*Required action*
Copy all the records exactly, but keep the pictures out of your version.

*Records to use*
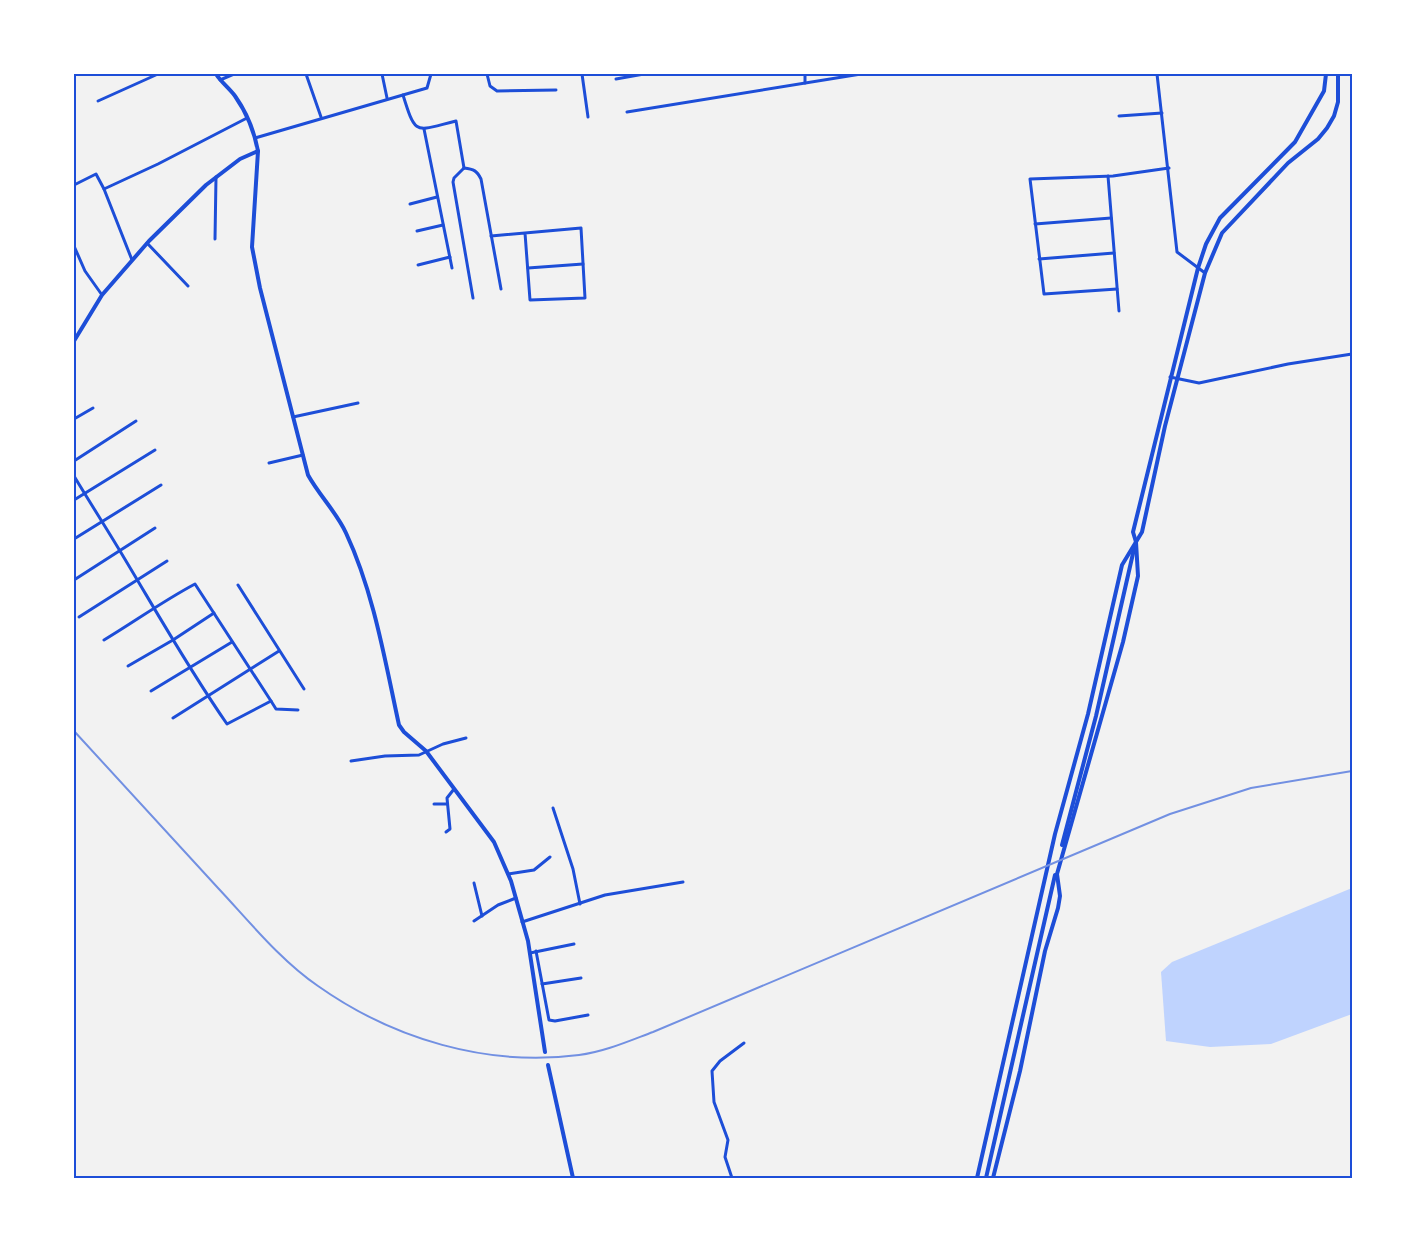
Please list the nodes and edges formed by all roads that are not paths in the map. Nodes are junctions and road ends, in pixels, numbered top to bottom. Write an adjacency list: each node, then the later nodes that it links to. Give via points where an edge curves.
1 (158, 74): 21 (street)
2 (216, 74): 15 (main road)
3 (234, 74): 15 (street)
4 (306, 74): 27 (street)
5 (382, 74): 20 (street)
6 (431, 74): 19 (street, via 427,88)
7 (487, 74): 18 (street, via 490,86 497,91)
8 (582, 74): 26 (street)
9 (644, 74): 16 (street)
10 (804, 74): 17 (street)
11 (861, 74): 17 (street)
12 (1157, 74): 23 (street)
13 (1326, 74): 56 (main road, via 1324,91 1295,142 1220,218)
14 (1338, 74): 57 (main road, via 1338,102 1327,128 1222,233)
15 (220, 80): 25 (main road)
16 (616, 80)
17 (805, 83): 22 (street)
18 (556, 90)
19 (403, 95): 20 (street); 28 (street, via 412,123)
20 (387, 99): 27 (street)
21 (98, 101)
22 (627, 112)
23 (1162, 113): 24 (street); 32 (street)
24 (1119, 116)
25 (249, 117): 29 (main road); 36 (street)
26 (588, 117)
27 (321, 118): 29 (street)
28 (424, 129): 31 (street, via 456,121); 37 (street)
29 (255, 138): 30 (main road)
30 (258, 151): 34 (main road); 70 (main road, via 252,247)
31 (464, 168): 44 (street, via 477,172 481,179); 62 (street, via 453,182)
32 (1169, 168): 33 (street); 56 (street, via 1177,252)
33 (1108, 176): 39 (street); 40 (street, via 1030,179)
34 (216, 177): 45 (street); 46 (main road)
35 (74, 185): 36 (street, via 96,174)
36 (104, 189): 51 (street)
37 (437, 197): 38 (street); 41 (street)
38 (410, 204)
39 (1111, 218): 40 (street); 48 (street)
40 (1035, 224): 50 (street)
41 (443, 225): 42 (street); 49 (street)
42 (417, 231)
43 (525, 233): 44 (street); 52 (street, via 581,228); 55 (street)
44 (491, 236): 59 (street)
45 (215, 239)
46 (147, 243): 51 (main road); 58 (street)
47 (74, 246): 61 (street)
48 (1114, 253): 50 (street); 60 (street)
49 (450, 257): 53 (street); 54 (street)
50 (1039, 259): 60 (street, via 1044,294)
51 (132, 260): 61 (main road)
52 (583, 264): 55 (street); 55 (street, via 585,298 530,300)
53 (418, 265)
54 (452, 268)
55 (528, 268)
56 (1198, 268): 57 (street); 66 (main road)
57 (1205, 273): 67 (main road)
58 (188, 285)
59 (501, 289)
60 (1117, 289): 63 (street)
61 (102, 295): 64 (main road)
62 (473, 298)
63 (1119, 311)
64 (74, 341)
65 (1353, 354): 67 (street, via 1199,383)
66 (1170, 377): 67 (street); 84 (main road, via 1133,532)
67 (1179, 379): 84 (main road, via 1142,532)
68 (358, 403): 70 (street)
69 (93, 408): 71 (street)
70 (293, 417): 74 (main road)
71 (74, 419)
72 (136, 421): 75 (street)
73 (155, 450): 79 (street)
74 (303, 455): 76 (street); 107 (main road, via 308,475 345,531 361,568 399,725)
75 (74, 461)
76 (269, 463)
77 (74, 476): 79 (street)
78 (161, 485): 81 (street)
79 (84, 493): 80 (street); 81 (street)
80 (74, 500)
81 (102, 522): 83 (street); 85 (street)
82 (155, 528): 85 (street)
83 (74, 539)
84 (1136, 542): 134 (main road, via 1122,566 1055,834); 135 (main road); 136 (main road, via 1138,576 1126,631 1057,874 1058,908)
85 (120, 550): 87 (street); 88 (street)
86 (166, 561): 88 (street)
87 (74, 580)
88 (138, 581): 90 (street); 92 (street)
89 (238, 585): 96 (street)
90 (154, 609): 91 (street, via 195,584); 93 (street); 94 (street)
91 (214, 613): 94 (street); 95 (street)
92 (79, 617)
93 (104, 640)
94 (173, 640): 97 (street); 98 (street)
95 (232, 641): 98 (street); 99 (street)
96 (279, 651): 99 (street); 100 (street)
97 (128, 666)
98 (190, 668): 101 (street); 102 (street)
99 (251, 670): 102 (street); 103 (street)
100 (304, 689)
101 (151, 691)
102 (207, 695): 103 (street, via 227,724); 105 (street)
103 (271, 701): 104 (street, via 276,709)
104 (298, 710)
105 (173, 718)
106 (465, 738): 107 (street)
107 (426, 751): 108 (street, via 410,757); 109 (main road)
108 (351, 761)
109 (454, 789): 111 (street); 115 (main road, via 494,842)
110 (434, 804): 111 (street)
111 (447, 804): 113 (street, via 450,829)
112 (553, 808): 119 (street)
113 (446, 832)
114 (550, 857): 115 (street, via 534,870)
115 (508, 874): 118 (main road)
116 (683, 882): 119 (street)
117 (474, 883): 120 (street)
118 (516, 898): 120 (street); 122 (main road)
119 (580, 904): 122 (street)
120 (482, 916): 121 (street)
121 (474, 921)
122 (522, 922): 125 (main road)
123 (574, 944): 124 (street)
124 (536, 951): 125 (street); 127 (street)
125 (530, 953): 130 (main road)
126 (582, 978): 127 (street)
127 (542, 984): 128 (street, via 549,1020)
128 (588, 1015)
129 (744, 1043): 133 (street, via 712,1071 714,1102 728,1140 725,1157)
130 (545, 1052)
131 (548, 1065): 132 (main road)
132 (573, 1179)
133 (732, 1179)
134 (976, 1179)
135 (986, 1179)
136 (993, 1179)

*Result of the exercise*
Please list the nodes and edges formed by all roads that are not paths in the map. Nodes are junctions and road ends, in pixels, numbered top to bottom. Write an adjacency list: each node, then the later nodes that it links to. Give via points where an edge curves.
1 (158, 74): 21 (street)
2 (216, 74): 15 (main road)
3 (234, 74): 15 (street)
4 (306, 74): 27 (street)
5 (382, 74): 20 (street)
6 (431, 74): 19 (street, via 427,88)
7 (487, 74): 18 (street, via 490,86 497,91)
8 (582, 74): 26 (street)
9 (644, 74): 16 (street)
10 (804, 74): 17 (street)
11 (861, 74): 17 (street)
12 (1157, 74): 23 (street)
13 (1326, 74): 56 (main road, via 1324,91 1295,142 1220,218)
14 (1338, 74): 57 (main road, via 1338,102 1327,128 1222,233)
15 (220, 80): 25 (main road)
16 (616, 80)
17 (805, 83): 22 (street)
18 (556, 90)
19 (403, 95): 20 (street); 28 (street, via 412,123)
20 (387, 99): 27 (street)
21 (98, 101)
22 (627, 112)
23 (1162, 113): 24 (street); 32 (street)
24 (1119, 116)
25 (249, 117): 29 (main road); 36 (street)
26 (588, 117)
27 (321, 118): 29 (street)
28 (424, 129): 31 (street, via 456,121); 37 (street)
29 (255, 138): 30 (main road)
30 (258, 151): 34 (main road); 70 (main road, via 252,247)
31 (464, 168): 44 (street, via 477,172 481,179); 62 (street, via 453,182)
32 (1169, 168): 33 (street); 56 (street, via 1177,252)
33 (1108, 176): 39 (street); 40 (street, via 1030,179)
34 (216, 177): 45 (street); 46 (main road)
35 (74, 185): 36 (street, via 96,174)
36 (104, 189): 51 (street)
37 (437, 197): 38 (street); 41 (street)
38 (410, 204)
39 (1111, 218): 40 (street); 48 (street)
40 (1035, 224): 50 (street)
41 (443, 225): 42 (street); 49 (street)
42 (417, 231)
43 (525, 233): 44 (street); 52 (street, via 581,228); 55 (street)
44 (491, 236): 59 (street)
45 (215, 239)
46 (147, 243): 51 (main road); 58 (street)
47 (74, 246): 61 (street)
48 (1114, 253): 50 (street); 60 (street)
49 (450, 257): 53 (street); 54 (street)
50 (1039, 259): 60 (street, via 1044,294)
51 (132, 260): 61 (main road)
52 (583, 264): 55 (street); 55 (street, via 585,298 530,300)
53 (418, 265)
54 (452, 268)
55 (528, 268)
56 (1198, 268): 57 (street); 66 (main road)
57 (1205, 273): 67 (main road)
58 (188, 285)
59 (501, 289)
60 (1117, 289): 63 (street)
61 (102, 295): 64 (main road)
62 (473, 298)
63 (1119, 311)
64 (74, 341)
65 (1353, 354): 67 (street, via 1199,383)
66 (1170, 377): 67 (street); 84 (main road, via 1133,532)
67 (1179, 379): 84 (main road, via 1142,532)
68 (358, 403): 70 (street)
69 (93, 408): 71 (street)
70 (293, 417): 74 (main road)
71 (74, 419)
72 (136, 421): 75 (street)
73 (155, 450): 79 (street)
74 (303, 455): 76 (street); 107 (main road, via 308,475 345,531 361,568 399,725)
75 (74, 461)
76 (269, 463)
77 (74, 476): 79 (street)
78 (161, 485): 81 (street)
79 (84, 493): 80 (street); 81 (street)
80 (74, 500)
81 (102, 522): 83 (street); 85 (street)
82 (155, 528): 85 (street)
83 (74, 539)
84 (1136, 542): 134 (main road, via 1122,566 1055,834); 135 (main road); 136 (main road, via 1138,576 1126,631 1057,874 1058,908)
85 (120, 550): 87 (street); 88 (street)
86 (166, 561): 88 (street)
87 (74, 580)
88 (138, 581): 90 (street); 92 (street)
89 (238, 585): 96 (street)
90 (154, 609): 91 (street, via 195,584); 93 (street); 94 (street)
91 (214, 613): 94 (street); 95 (street)
92 (79, 617)
93 (104, 640)
94 (173, 640): 97 (street); 98 (street)
95 (232, 641): 98 (street); 99 (street)
96 (279, 651): 99 (street); 100 (street)
97 (128, 666)
98 (190, 668): 101 (street); 102 (street)
99 (251, 670): 102 (street); 103 (street)
100 (304, 689)
101 (151, 691)
102 (207, 695): 103 (street, via 227,724); 105 (street)
103 (271, 701): 104 (street, via 276,709)
104 (298, 710)
105 (173, 718)
106 (465, 738): 107 (street)
107 (426, 751): 108 (street, via 410,757); 109 (main road)
108 (351, 761)
109 (454, 789): 111 (street); 115 (main road, via 494,842)
110 (434, 804): 111 (street)
111 (447, 804): 113 (street, via 450,829)
112 (553, 808): 119 (street)
113 (446, 832)
114 (550, 857): 115 (street, via 534,870)
115 (508, 874): 118 (main road)
116 (683, 882): 119 (street)
117 (474, 883): 120 (street)
118 (516, 898): 120 (street); 122 (main road)
119 (580, 904): 122 (street)
120 (482, 916): 121 (street)
121 (474, 921)
122 (522, 922): 125 (main road)
123 (574, 944): 124 (street)
124 (536, 951): 125 (street); 127 (street)
125 (530, 953): 130 (main road)
126 (582, 978): 127 (street)
127 (542, 984): 128 (street, via 549,1020)
128 (588, 1015)
129 (744, 1043): 133 (street, via 712,1071 714,1102 728,1140 725,1157)
130 (545, 1052)
131 (548, 1065): 132 (main road)
132 (573, 1179)
133 (732, 1179)
134 (976, 1179)
135 (986, 1179)
136 (993, 1179)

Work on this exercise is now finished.